┌─ Data provided

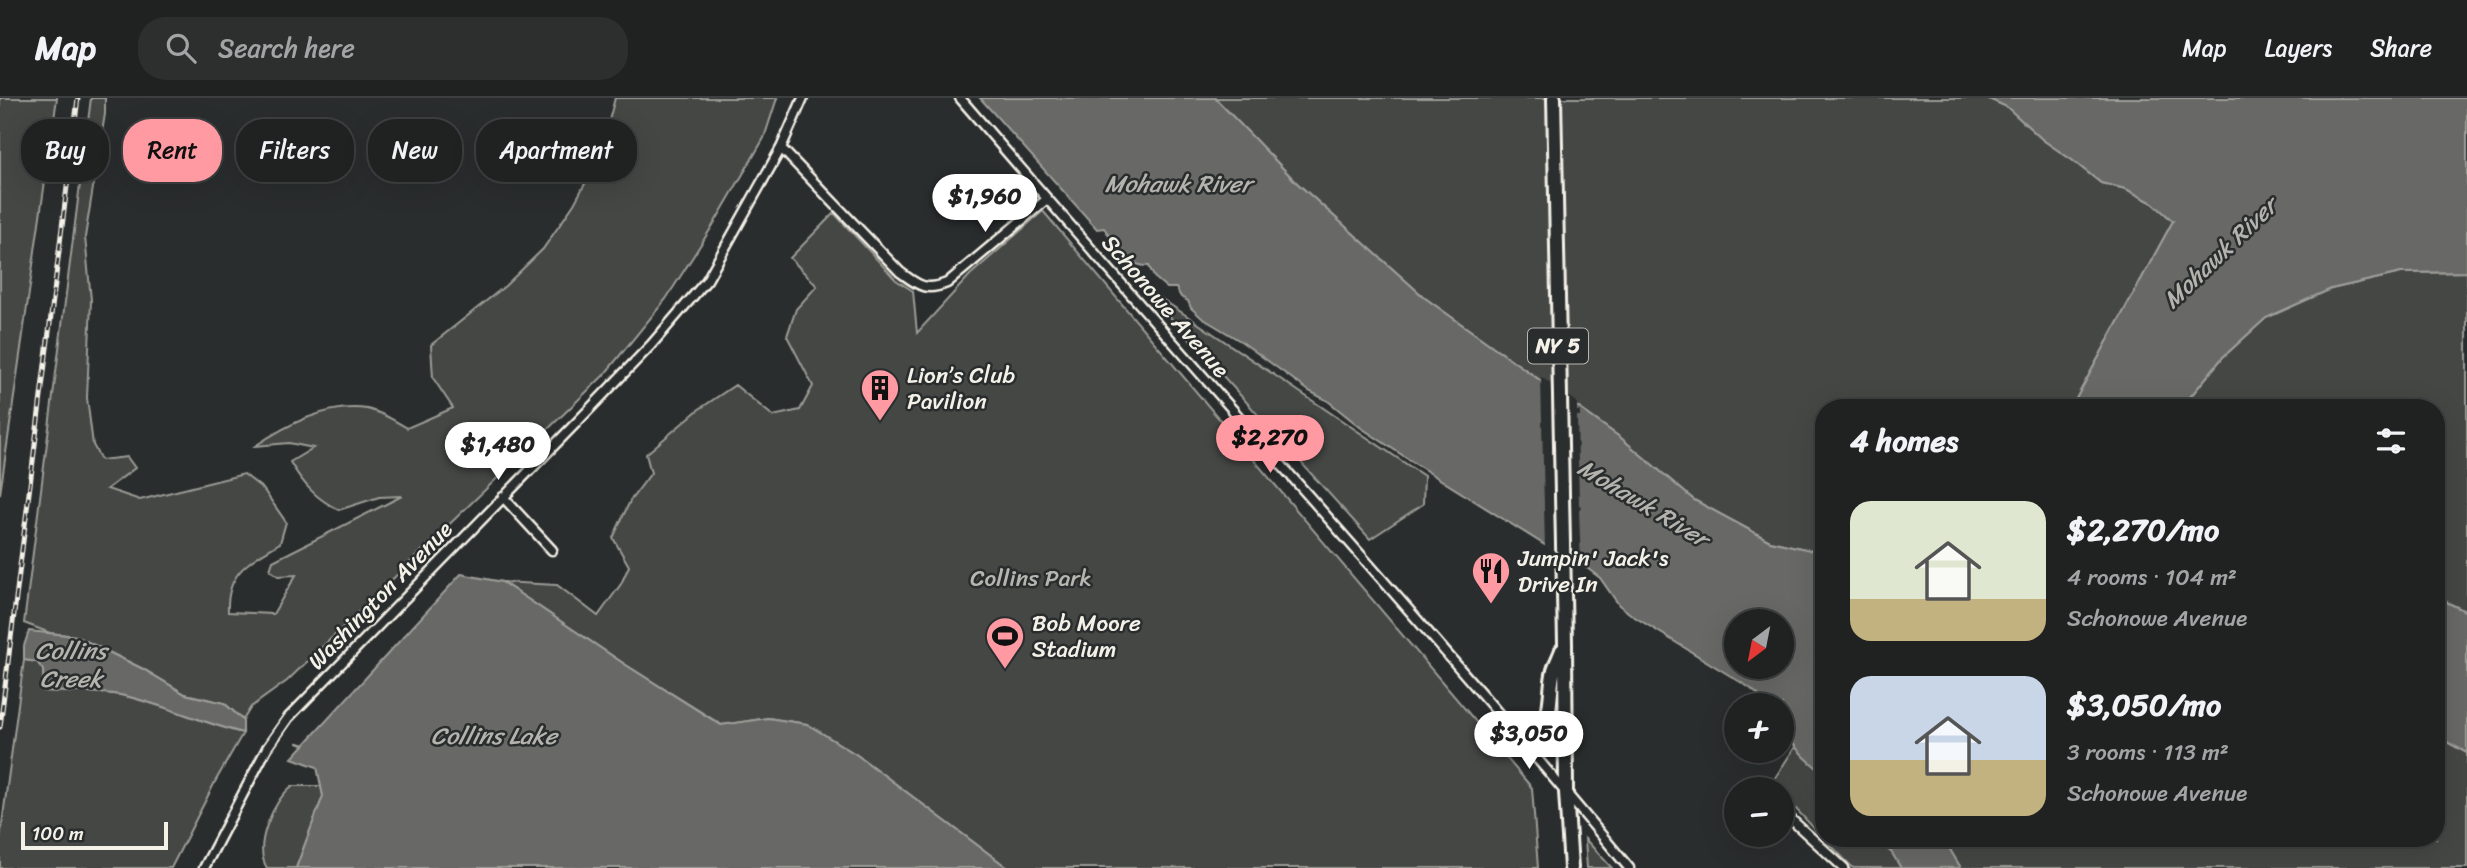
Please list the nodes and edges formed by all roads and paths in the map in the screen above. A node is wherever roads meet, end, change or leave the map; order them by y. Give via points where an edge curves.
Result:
1 (803, 98) edge
2 (960, 98) edge
3 (1554, 98) edge
4 (780, 148) junction
5 (1047, 199) junction
6 (503, 497) junction
7 (552, 550) dead end
8 (1565, 643) junction
9 (1515, 732) junction
10 (1566, 792) junction
11 (1794, 822) edge
12 (1815, 841) edge
13 (1821, 847) edge
14 (204, 868) edge
15 (1571, 868) edge
16 (1629, 868) edge
17 (1844, 868) edge

1 - 4 street, Washington Avenue
2 - 5 street, Schonowe Avenue
3 - 8 main road, NY 5
4 - 5 street via 919,286 935,288 947,283
4 - 6 street, Washington Avenue via 707,280 651,345
5 - 9 street, Schonowe Avenue
6 - 7 street
6 - 14 street, Washington Avenue via 288,718 267,748
8 - 9 main road via 1553,671 1552,701 1543,726 1533,733
8 - 10 main road, NY 5
9 - 10 street, Schonowe Avenue
10 - 15 main road, NY 5
10 - 16 street, Schonowe Avenue
11 - 12 street
13 - 17 street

└─

Word for word, give the listing above again, but drop any pictures.

Please list the nodes and edges formed by all roads and paths in the map in the screen above. A node is wherever roads meet, end, change or leave the map; order them by y. Give via points where an edge curves.
Result:
1 (803, 98) edge
2 (960, 98) edge
3 (1554, 98) edge
4 (780, 148) junction
5 (1047, 199) junction
6 (503, 497) junction
7 (552, 550) dead end
8 (1565, 643) junction
9 (1515, 732) junction
10 (1566, 792) junction
11 (1794, 822) edge
12 (1815, 841) edge
13 (1821, 847) edge
14 (204, 868) edge
15 (1571, 868) edge
16 (1629, 868) edge
17 (1844, 868) edge

1 - 4 street, Washington Avenue
2 - 5 street, Schonowe Avenue
3 - 8 main road, NY 5
4 - 5 street via 919,286 935,288 947,283
4 - 6 street, Washington Avenue via 707,280 651,345
5 - 9 street, Schonowe Avenue
6 - 7 street
6 - 14 street, Washington Avenue via 288,718 267,748
8 - 9 main road via 1553,671 1552,701 1543,726 1533,733
8 - 10 main road, NY 5
9 - 10 street, Schonowe Avenue
10 - 15 main road, NY 5
10 - 16 street, Schonowe Avenue
11 - 12 street
13 - 17 street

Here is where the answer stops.